I forgot to mention, Acker was vegetarian.

ACKER, from ANGRY WOMEN (Juno Books):
"A gay friend of mine said something interesting to me. I asked her if she differentiated between gay and straight women, and she said, 'Yes, women who are gay are really outlaws, because we're totally outside the society--always.' And I said, 'What about people like me?' and she said, 'Oh, you're just queer.' Like--we didn't exists?! [laughs] It's as if the gay women position themselves as outside society, but meanwhile they're looking down on everybody who's perverse! Which is very peculiar..."

&
"...we're looking for a society that allows us the fullness of what it is to be human, I would think--it's hard to know because I've never been there! But I read about societies in which ecstasy and joy and certain areas of sexuality are venerated (not just in individual situations--or maybe it can be even individual experiences that go further). And: a whole range of feelings--really, a fuller life! I keep thinking: what we know of as 'life' is so thin and juiceless and boring, frankly--we're ground into nothing before we even start out! I mean, take tattooing (which has been denied us for so long): it's beautiful, the colors are gorgeous, the images: if you have the tiger on you, you have the spirit of the tiger in you--that's something: to find out what it is to be an animal! We forget everything: we forget all of this!"

see Civilization and Its Discontents

"The 'oceanic feeling,' Freud argues, is a form of infantile regression, in which the individual seeks to return to early childhood experiences of breast feeding; likewise, it is associated with personal mysticism and spirituality." (quoted in Mavor, Reading Boyishly)

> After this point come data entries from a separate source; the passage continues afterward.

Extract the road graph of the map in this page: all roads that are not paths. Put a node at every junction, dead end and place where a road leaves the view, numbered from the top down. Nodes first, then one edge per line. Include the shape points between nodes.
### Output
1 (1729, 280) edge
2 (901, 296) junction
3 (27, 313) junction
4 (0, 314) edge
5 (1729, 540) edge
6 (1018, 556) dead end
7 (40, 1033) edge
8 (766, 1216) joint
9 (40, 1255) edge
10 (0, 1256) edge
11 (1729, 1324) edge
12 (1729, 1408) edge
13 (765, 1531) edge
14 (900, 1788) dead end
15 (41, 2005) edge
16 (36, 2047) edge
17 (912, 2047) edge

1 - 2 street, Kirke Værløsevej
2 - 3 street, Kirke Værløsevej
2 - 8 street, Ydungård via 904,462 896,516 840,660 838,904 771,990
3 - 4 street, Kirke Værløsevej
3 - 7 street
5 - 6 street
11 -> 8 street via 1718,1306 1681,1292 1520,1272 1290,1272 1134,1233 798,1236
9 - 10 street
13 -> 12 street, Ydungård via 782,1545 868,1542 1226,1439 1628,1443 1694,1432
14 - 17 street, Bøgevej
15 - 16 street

Tuesday, November 18, 2008

links to Acker's voice

--link to one early excerpt , mid-70s, source of plagiarism case with Tom Robbins, text in book THE ADULT LIFE OF TOULOUSE LAUTREC (the longer piece is from late-late 80s IN MEMORIAM TO IDENTITY)
--piece from around MY MOTHER, DEMONOLOGY, '93, i'm thinking, off my head

Virginia Woolf Comes to New York


A Post-modern reinterpretation of the first post-modernist? I thought this article in the NY Times on a theatrical production of Virginia Woolf's last novel, "The Waves" was interesting. The show recently went up on Broadway and got a very favorable review, also in the Times. Thoughts?

Sunday, October 12, 2008

Butler, 64-65

"...appearances become more suspect all the time. Reflections on the meaning of masquerade in Lacan as well as in Joan Riviere's "Womanliness as a Masquerade" have differed greatly in their interpretations of what precisely is masked by masquerade. Is masquerade the consequence of a feminine desire that must be negated and, thus, made into a lack that, nevertheless, must appear in some way? Is masquerade the consequence of the denial of this lack for the purpose of appearing to be the Phallus? Does masquerade construct femininity as the reflection of the Phallus in order to disguise bisexual possibilities that otherwise might disrupt the seamless construction of a heterosexualized femininity? Does masquerade, as Riviere suggests, transform aggression and the fear of reprisal into seduction and flirtation? Does it serve primarily to conceal or repress a pregiven femininity, a feminine desire which would establish an insubordinate alterity to the masculine subject or expose the necessary failure of masculinity? Or is masquerade the means by which femininity itself is first established, the exclusionary practice of identity formation in which the masculine is effectively excluded and instated as outside the boundaries of a feminine gendered position?"

Tuesday, October 7, 2008

From e-mail from poet C A Conrad


TEN YEARS AGO TONIGHT...
...Matthew Shepard was driven out to a fence on the outskirts of Laramie, Wyoming and tortured and beaten and left to suffer and fight for his life until found by another young man on his bicycle.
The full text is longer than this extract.